While the extant judicial appointment procedure is viewed to supersede the rather informal process pursued by successive governments who were seen to appoint, almost invariably, their own supporters to judicial office,[55] the question remains whether the reform is not a smokescreen to disguise the dominant role of the executive in the appointment of judges in Ireland.[56] To put it differently, has the reform actually maintained an independent judiciary via the appointment system?

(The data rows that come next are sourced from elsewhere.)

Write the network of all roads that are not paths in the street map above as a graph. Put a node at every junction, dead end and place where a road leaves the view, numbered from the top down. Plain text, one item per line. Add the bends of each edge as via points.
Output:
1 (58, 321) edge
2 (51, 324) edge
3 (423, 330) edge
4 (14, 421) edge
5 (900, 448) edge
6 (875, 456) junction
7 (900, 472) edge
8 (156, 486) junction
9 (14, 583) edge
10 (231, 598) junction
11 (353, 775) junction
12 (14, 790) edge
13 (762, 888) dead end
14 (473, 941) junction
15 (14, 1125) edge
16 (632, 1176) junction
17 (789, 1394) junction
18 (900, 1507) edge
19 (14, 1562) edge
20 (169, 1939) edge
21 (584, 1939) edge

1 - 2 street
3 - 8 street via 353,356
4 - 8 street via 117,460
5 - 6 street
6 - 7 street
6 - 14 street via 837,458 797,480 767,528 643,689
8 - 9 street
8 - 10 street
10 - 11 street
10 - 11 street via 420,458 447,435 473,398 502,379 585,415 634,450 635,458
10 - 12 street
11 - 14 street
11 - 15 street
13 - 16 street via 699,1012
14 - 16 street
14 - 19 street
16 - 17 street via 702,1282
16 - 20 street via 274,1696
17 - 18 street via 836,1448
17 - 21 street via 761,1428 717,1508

A major criticism, which directly affects the independence of the judiciary, is the perceived interference of the executive and the absence of transparency in the appointment process.[57] While the participatory role of the executive in the appointment of judges is desirable, such role should be clearly demarcated. Accordingly, the European Network of Councils for the Judiciary declared that:

…If the Government or the Head of State plays a role in the ultimate appointment of  members of the judiciary, the involvement of a Minister or the Head of State does not in itself contend against the principles of independence, fairness, openness and transparency if their role in the appointment is clearly defined and their decision-making processes clearly documented, and the involvement of the Government or the Head of State does not impact upon those principles if they give recognition to decisions taken in the context of an independent selection process…[58]      

In Ireland, it appears that the government is not bound to defer to the decisions of the independent Board and may nominate candidates without the concurrence of the board.[59]  The far-reaching implication of this act is the eventual confirmation by the President, of such candidates which is solely dependent on the advice given by the executive.[60] Besides, it has been opined that the involvement of the executive in judicial appointment exposes the procedure to partisanship.[61] Now, while political participation does not exempt an applicant from judicial roles, (due to the interrelatedness between politics and law) [62]it is submitted that it should not be a factor. Rather, the professional proficiency and general suitability of applicants should constitute the sole criteria for judicial appointment.[63] In the case of Ireland, narration abounds of propensities by the executive in appointing judges across political line.[64] A recent example was the controversial appointment of the former Attorney General Maire Whelan as a judge of the Irish Court of Appeal.[65] It was on record that the appointment was not made pursuant to the recommendation of the Board.[66] In fact, three applicants who expressed interest for the office were not considered.[67] This position is further strengthened because the appointment procedure does not mandate the government to give reasons for recommending an applicant to the president for appointment or elevation as judge.[68]Finally, the criteria for judicial appointment are devoid of objective yardsticks.[69] Thus, requirements like character and competence create avenues for wider interpretations without addressing the specificity of the qualities expected of applicant for judicial roles.[70]To sum up the Irish judicial appointment experience, the procedure is not transparently meritocratic.[71]



It is not in doubt that judicial independence is rooted in the Irish constitution. However, the extent of the effectiveness of the principle is influenced by the appointment mechanism of judges. The research results have shown that the system of judicial appointment in Ireland does not provide adequate safeguard for judicial independence. A major area of concern is the unfettered role of the executive and apparent lack of transparency in the system. In spite of the formation of the Judicial Appointments Advisory Board, as an independent body, executive incursions still persists. It is suggested that the constitutional provisions that grants the government the appointing power should be reviewed. Better still, the law should ensure the actual independence of the Board by enunciating the role of the government in the process. It is believed that the suggestion given above will aligned the appointment system in Ireland to international best practices.